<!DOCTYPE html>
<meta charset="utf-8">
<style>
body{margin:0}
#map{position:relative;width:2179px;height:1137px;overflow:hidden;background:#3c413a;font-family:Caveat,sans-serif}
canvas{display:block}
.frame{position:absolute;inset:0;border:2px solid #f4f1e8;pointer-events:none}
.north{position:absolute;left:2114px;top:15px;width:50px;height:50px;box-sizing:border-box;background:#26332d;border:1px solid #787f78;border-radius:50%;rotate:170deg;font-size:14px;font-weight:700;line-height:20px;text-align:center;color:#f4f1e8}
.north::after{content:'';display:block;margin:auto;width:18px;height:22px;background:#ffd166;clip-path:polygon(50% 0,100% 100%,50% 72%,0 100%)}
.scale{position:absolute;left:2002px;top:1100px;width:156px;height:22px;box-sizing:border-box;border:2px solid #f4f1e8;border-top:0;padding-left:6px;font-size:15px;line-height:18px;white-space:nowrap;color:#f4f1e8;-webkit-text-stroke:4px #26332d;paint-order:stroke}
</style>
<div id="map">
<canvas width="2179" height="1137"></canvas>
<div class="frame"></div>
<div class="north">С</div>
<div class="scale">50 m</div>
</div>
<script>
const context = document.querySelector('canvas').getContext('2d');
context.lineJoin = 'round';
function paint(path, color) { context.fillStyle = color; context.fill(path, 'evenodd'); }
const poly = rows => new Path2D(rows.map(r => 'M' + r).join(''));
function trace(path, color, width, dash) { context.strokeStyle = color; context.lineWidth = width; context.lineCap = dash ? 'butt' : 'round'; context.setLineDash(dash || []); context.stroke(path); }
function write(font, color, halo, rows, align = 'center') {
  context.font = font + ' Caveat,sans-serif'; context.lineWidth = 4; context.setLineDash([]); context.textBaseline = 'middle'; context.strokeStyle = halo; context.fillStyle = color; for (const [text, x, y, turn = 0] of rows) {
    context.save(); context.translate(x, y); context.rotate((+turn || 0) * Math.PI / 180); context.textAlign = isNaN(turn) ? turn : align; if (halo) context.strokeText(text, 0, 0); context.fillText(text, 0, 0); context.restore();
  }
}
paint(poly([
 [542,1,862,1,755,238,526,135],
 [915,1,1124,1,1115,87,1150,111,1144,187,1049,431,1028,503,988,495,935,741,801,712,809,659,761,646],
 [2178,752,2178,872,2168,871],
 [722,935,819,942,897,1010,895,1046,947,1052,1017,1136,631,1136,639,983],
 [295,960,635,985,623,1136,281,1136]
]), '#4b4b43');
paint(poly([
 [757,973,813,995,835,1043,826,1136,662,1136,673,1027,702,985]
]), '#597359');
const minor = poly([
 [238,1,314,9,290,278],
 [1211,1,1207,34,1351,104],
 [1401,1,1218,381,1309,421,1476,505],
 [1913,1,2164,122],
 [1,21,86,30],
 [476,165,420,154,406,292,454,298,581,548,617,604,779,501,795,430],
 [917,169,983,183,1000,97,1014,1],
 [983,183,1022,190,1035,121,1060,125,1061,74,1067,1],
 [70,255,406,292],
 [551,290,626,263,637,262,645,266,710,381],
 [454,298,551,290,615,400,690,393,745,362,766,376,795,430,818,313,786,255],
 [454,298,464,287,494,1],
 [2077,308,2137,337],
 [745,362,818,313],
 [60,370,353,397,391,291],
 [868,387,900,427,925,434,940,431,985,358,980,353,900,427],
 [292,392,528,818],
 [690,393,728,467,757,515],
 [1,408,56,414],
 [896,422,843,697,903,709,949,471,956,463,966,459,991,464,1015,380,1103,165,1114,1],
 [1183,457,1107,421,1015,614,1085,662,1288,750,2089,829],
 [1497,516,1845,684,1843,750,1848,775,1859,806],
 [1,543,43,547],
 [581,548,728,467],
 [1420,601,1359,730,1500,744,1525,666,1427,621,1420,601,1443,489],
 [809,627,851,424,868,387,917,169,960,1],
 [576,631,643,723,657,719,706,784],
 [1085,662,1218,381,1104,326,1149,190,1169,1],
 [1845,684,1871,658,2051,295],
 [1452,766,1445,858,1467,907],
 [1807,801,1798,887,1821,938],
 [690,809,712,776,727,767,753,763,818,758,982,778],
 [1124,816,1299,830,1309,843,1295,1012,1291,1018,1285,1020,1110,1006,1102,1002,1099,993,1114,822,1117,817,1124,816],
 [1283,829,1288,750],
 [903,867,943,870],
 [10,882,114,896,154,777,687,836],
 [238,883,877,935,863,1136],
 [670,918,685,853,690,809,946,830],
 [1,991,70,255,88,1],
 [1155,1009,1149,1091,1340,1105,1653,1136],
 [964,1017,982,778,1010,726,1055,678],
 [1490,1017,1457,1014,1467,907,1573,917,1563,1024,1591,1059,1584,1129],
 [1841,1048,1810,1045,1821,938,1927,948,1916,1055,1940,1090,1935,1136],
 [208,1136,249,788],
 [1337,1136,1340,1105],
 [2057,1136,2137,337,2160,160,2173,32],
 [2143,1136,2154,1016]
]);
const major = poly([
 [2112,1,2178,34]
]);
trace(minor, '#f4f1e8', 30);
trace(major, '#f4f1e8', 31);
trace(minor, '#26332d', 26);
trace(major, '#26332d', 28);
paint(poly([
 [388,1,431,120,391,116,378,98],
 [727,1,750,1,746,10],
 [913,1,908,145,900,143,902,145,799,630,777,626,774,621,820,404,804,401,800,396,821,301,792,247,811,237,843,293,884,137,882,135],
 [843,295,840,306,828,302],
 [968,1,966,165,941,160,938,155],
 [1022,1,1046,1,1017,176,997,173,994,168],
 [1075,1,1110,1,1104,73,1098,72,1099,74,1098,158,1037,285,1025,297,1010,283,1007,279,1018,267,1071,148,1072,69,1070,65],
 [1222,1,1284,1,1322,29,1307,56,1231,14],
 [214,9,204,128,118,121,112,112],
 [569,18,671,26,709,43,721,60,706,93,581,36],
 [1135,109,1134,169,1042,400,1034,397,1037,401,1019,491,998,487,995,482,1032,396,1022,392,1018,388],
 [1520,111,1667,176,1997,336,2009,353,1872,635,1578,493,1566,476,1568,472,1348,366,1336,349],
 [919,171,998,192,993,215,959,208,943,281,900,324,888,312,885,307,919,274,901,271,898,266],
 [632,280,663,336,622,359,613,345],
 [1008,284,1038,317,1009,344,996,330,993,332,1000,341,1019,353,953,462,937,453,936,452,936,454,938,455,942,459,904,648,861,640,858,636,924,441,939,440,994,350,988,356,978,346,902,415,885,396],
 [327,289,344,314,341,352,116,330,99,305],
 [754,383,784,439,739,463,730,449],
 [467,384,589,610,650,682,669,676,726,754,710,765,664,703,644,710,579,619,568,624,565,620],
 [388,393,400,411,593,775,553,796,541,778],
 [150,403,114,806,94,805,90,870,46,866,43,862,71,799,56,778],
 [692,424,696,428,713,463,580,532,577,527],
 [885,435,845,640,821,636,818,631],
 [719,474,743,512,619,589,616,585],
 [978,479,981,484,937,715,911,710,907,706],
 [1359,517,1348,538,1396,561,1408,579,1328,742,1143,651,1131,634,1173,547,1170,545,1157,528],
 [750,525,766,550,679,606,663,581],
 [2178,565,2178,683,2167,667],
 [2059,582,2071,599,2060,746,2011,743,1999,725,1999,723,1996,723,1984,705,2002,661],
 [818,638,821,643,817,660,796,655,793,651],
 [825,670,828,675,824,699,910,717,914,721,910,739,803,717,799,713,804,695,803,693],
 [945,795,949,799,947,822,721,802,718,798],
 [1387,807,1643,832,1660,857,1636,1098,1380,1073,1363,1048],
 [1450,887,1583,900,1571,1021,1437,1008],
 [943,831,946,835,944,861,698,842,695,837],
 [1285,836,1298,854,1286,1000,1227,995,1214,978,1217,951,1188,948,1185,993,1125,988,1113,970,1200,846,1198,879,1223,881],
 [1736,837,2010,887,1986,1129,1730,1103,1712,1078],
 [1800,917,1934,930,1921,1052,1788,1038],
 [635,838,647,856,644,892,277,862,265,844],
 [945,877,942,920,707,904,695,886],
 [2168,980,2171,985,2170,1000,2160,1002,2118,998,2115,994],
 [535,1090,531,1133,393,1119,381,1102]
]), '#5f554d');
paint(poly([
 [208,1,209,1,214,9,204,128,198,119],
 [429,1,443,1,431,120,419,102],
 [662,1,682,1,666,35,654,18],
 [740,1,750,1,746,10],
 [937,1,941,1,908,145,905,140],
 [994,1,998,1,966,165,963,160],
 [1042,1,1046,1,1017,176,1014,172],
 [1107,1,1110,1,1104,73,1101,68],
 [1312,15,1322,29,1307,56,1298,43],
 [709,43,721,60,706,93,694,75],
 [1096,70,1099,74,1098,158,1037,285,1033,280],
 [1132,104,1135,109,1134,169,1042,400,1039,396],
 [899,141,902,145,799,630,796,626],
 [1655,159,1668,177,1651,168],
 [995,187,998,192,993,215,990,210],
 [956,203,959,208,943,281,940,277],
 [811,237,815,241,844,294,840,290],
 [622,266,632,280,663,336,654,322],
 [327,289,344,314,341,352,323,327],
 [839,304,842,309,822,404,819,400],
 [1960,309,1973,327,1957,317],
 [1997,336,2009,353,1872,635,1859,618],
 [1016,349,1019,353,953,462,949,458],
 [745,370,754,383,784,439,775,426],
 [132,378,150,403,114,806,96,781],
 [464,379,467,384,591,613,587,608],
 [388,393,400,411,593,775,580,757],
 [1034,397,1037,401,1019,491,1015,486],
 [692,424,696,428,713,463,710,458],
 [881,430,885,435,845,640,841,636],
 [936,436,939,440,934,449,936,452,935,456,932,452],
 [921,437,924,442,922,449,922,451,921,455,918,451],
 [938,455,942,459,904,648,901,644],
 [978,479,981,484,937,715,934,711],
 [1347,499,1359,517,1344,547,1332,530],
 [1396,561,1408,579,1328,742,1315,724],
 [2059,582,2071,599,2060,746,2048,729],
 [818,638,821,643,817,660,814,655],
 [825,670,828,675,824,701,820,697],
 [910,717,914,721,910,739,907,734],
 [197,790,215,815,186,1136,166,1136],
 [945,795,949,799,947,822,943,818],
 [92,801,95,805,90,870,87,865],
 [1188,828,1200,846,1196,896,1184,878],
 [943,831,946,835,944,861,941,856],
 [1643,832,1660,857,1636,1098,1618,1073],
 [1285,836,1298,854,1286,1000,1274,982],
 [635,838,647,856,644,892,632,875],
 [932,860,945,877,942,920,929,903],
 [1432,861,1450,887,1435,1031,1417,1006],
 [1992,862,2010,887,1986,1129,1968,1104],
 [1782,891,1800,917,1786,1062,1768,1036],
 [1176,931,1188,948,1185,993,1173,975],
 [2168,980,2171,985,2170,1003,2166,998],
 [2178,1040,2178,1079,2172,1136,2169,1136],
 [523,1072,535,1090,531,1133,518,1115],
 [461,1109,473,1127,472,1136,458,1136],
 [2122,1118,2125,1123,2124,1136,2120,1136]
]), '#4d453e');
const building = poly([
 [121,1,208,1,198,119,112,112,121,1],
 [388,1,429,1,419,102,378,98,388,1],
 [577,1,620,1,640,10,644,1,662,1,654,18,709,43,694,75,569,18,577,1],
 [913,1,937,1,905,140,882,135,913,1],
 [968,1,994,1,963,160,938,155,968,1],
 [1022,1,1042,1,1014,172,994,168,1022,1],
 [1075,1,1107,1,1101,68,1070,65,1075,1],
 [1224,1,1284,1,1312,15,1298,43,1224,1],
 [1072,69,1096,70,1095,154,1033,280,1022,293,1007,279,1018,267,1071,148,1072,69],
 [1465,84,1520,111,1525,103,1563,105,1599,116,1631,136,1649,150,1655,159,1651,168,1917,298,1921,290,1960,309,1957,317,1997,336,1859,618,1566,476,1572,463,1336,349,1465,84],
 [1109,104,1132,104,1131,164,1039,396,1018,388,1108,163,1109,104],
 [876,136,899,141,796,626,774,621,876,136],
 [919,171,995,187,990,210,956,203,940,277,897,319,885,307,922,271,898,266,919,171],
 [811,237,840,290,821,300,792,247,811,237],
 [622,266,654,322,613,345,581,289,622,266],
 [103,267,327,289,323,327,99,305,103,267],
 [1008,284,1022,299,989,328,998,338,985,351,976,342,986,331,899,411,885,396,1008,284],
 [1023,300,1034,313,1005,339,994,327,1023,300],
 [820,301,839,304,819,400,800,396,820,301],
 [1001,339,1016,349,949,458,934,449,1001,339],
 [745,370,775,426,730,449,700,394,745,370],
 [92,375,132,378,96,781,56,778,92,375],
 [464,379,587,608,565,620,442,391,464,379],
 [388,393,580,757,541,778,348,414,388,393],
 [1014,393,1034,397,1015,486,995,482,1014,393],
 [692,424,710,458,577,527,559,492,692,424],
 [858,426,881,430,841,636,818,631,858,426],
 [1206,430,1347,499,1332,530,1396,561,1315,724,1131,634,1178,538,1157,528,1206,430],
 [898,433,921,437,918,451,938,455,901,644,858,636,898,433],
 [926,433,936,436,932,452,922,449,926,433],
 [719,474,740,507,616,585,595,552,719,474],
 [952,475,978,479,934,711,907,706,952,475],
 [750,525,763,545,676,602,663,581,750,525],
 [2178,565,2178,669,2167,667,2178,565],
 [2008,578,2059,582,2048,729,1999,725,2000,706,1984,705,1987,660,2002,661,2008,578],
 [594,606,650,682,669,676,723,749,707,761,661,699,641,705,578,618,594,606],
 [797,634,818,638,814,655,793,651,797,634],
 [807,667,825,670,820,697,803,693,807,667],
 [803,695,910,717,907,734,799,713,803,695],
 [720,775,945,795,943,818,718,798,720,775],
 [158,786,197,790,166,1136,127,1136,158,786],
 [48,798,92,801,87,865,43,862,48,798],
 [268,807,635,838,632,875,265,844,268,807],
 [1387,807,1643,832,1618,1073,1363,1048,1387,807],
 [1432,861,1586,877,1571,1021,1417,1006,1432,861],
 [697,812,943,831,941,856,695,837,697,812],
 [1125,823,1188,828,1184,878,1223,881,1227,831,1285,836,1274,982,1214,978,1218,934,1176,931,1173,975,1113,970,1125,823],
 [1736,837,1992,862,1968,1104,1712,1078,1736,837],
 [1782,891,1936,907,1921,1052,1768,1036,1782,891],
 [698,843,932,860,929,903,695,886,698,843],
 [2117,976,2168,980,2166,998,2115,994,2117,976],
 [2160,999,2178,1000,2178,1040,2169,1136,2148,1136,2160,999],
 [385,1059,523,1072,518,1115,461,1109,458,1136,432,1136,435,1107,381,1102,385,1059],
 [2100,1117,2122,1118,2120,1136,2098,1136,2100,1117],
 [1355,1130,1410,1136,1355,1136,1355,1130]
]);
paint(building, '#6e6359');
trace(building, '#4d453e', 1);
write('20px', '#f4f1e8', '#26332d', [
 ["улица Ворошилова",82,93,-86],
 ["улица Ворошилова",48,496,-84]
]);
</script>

● WORK ITEM
Using the listing above, count the lines that contain the word "halo" and state only that number.

● YOUR RESPONSE
3